"LA VITA DI ADELE" DI ABDELLATIF KECHICHE



Una scena del film "La vita di Adele"
Léa Seydoux e Adèle Exarchopoulos in una scena de "La vita di Adele" (2013)



QUELL'AMORE INDIMENTICABILE DELLA VITA DI ADELE


"La Vita di Adele - Capitolo 1 & 2", diretto dal regista franco-tunisino Abdellatif Kechiche, ha vinto la Palma d'oro al Festival di Cannes 2013 e ha scatenato polemiche per le esplicite scene di sesso -, a non gradire l'erotismo spinto è stata anche Julie Maroh, l'autrice del romanzo a fumetti "Il blu è un colore caldo", da cui la pellicola è liberamente tratta.  

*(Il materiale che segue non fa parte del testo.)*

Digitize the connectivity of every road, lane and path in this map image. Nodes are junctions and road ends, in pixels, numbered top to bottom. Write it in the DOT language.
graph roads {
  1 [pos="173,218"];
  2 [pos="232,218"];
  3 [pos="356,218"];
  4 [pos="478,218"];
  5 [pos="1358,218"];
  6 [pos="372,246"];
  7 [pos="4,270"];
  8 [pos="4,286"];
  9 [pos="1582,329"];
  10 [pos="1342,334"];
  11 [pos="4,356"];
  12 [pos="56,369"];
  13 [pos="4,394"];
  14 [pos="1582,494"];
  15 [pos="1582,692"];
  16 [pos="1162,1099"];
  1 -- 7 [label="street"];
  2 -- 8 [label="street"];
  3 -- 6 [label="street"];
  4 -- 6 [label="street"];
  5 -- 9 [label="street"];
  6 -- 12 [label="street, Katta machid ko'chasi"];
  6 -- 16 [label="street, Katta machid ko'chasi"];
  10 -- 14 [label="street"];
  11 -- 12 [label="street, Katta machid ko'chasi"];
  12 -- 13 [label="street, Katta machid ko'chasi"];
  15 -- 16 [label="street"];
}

Tensioni anche sul set: Kechiche molto esigente, le due protagoniste Léa Seydoux e Adèle Exarchopoulos stremate da ore e ore di riprese hanno bollato l'esperienza come "orribile". Entrambe hanno poi detto di non voler più girare altri film con il regista. Cineasta dallo stile inconfondibile, Kechiche, spesso criticato per l'erotismo sfrenato; l'anno scorso a Cannes il suo "Mektoub, My Love: Intermezzo" (240 minuti) ha destato scandalo per una scena di sesso orale di quasi un quarto d'ora.

"La vita di Adele" racconta senza filtri la passione tra due giovani donne molto diverse, Emma dai capelli blu, pittrice ambiziosa, e Adèle, liceale alla scoperta di sé, senza troppe ambizioni. Innamorate eppure distanti, per età, carattere, strato sociale.


L'alchimia tra Léa Seydoux e Adèle Exarchopoulos resta nella memoria, indelebile. Ed anche il film: crudo, autentico, viscerale.